Re: stochastic fair queueing in the elevator [Re: [BENCHMARK] 2.4.20-ck3 / aa / rmap with contest]

From: Andrea Arcangeli (andrea@suse.de)
Date: Mon Feb 10 2003 - 07:22:48 EST

Next message: Andre Costa: "Re: [Fwd: SCSI-IDE crash in 2.4.21pre4]"
Previous message: Con Kolivas: "oops with 2.5.59-mm10"
In reply to: Nick Piggin: "Re: stochastic fair queueing in the elevator [Re: [BENCHMARK] 2.4.20-ck3 / aa / rmap with contest]"
Next in thread: Nick Piggin: "Re: stochastic fair queueing in the elevator [Re: [BENCHMARK] 2.4.20-ck3 / aa / rmap with contest]"
Reply: Nick Piggin: "Re: stochastic fair queueing in the elevator [Re: [BENCHMARK] 2.4.20-ck3 / aa / rmap with contest]"
Messages sorted by: [ date ] [ thread ] [ subject ] [ author ]

On Mon, Feb 10, 2003 at 11:11:01PM +1100, Nick Piggin wrote:
> Andrea Arcangeli wrote:
>
> >On Mon, Feb 10, 2003 at 10:45:59PM +1100, Nick Piggin wrote:
> >
> >>perspective it does nullify the need for readahead (though
> >>it is obivously still needed for other reasons).
> >>
> >
> >I'm guessing that physically it may be needed from a head prospective
> >too, I doubt it only has to do with the in-core overhead.

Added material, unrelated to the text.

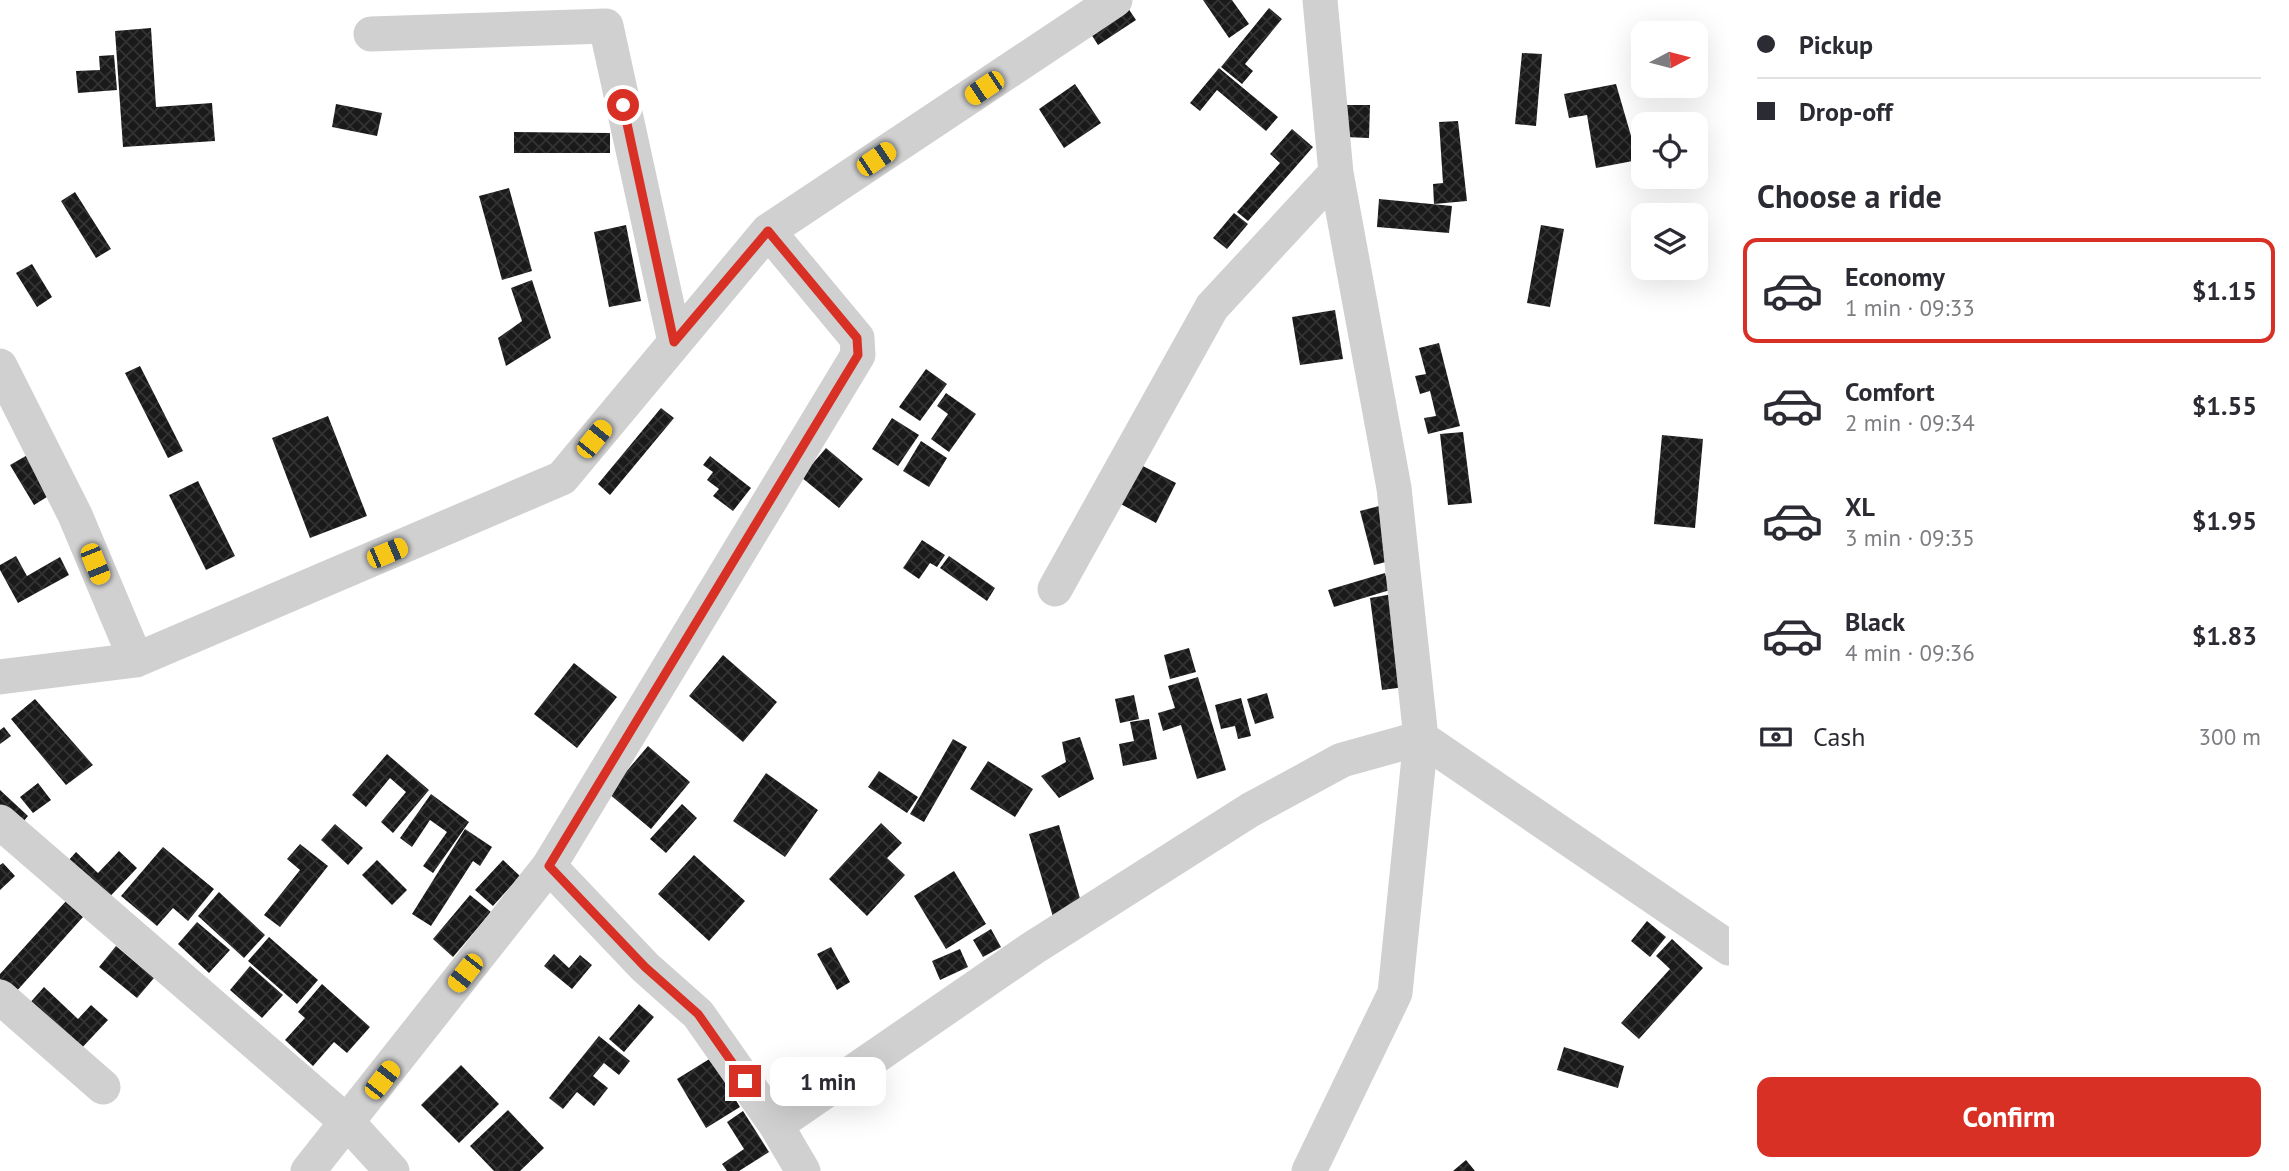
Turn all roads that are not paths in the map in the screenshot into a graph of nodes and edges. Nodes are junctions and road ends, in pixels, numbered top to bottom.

Seeing it all
> >before reaching the seek point might allow the disk to do smarter things
> >and to keep the head at the right place for longer, dunno. Anyways,
> >whatever is the reason it doesn't make much difference from our point of
> >view ;), but I don't expect this hardware behaviour changing in future
> >high end storage.
> >
> I don't understand it at all. I mean there is no other IO going

Unfortunately I can't help you understand it, but this is what I found
with my pratical experience, I found it the first time in my alpha years
ago when I increased the sym to 512k in early 2.4 then since it could
break stuff we added the max_sectors again in 2.4. But of course if you
don't fix readahead there's no way reads can take advantage of these
lowlevel fixes. I thought I fixed readahead too but I felt it got backed
out and when I noticed I resurrected it in my tree (see the name of the
patch ;)

> >NOTE: just to be sure, I'm not at all against anticpiatory scheduling,
> >it's clearly a very good feature to have (still I would like an option
> >to disable it especially in heavy async environments like databases,
> >where lots of writes are sync too) but it should be probably be enabled
> >by default, especially for the metadata reads that have to be
> >synchronous by design.
> >
> Yes it definately has to be selectable (in fact, in my current
> version, setting antic_expire = 0 disables it), and Andrew has
> been working on tuning the non anticipatory version into shape.

Great.

> >Infact I wonder that it may be interesting to also make it optionally
> >controlled from a fs hint (of course we don't pretend all fs to provide
> >the hint), so that you stall I/O writes only when you know for sure
> >you're going to submit another read in a few usec, just the time to
> >parse the last metadata you read. Still a timeout would be needed for
> >scheduling against RT etc..., but it could be a much more relaxed
> >timeout with this option enabled, so it would need less accurate
> >timings, and it would be less dependent on hardware, and it would
> >be less prone to generate false positive stalls. The downside is having
> >to add the hints.
> >
> It would be easy to anticipate or not based on hints. We could

yep.

> anticipate sync writes if we wanted, lower expire time for sync
> writes, increase it for async reads. It is really not very
> complex (although the code needs tidying up).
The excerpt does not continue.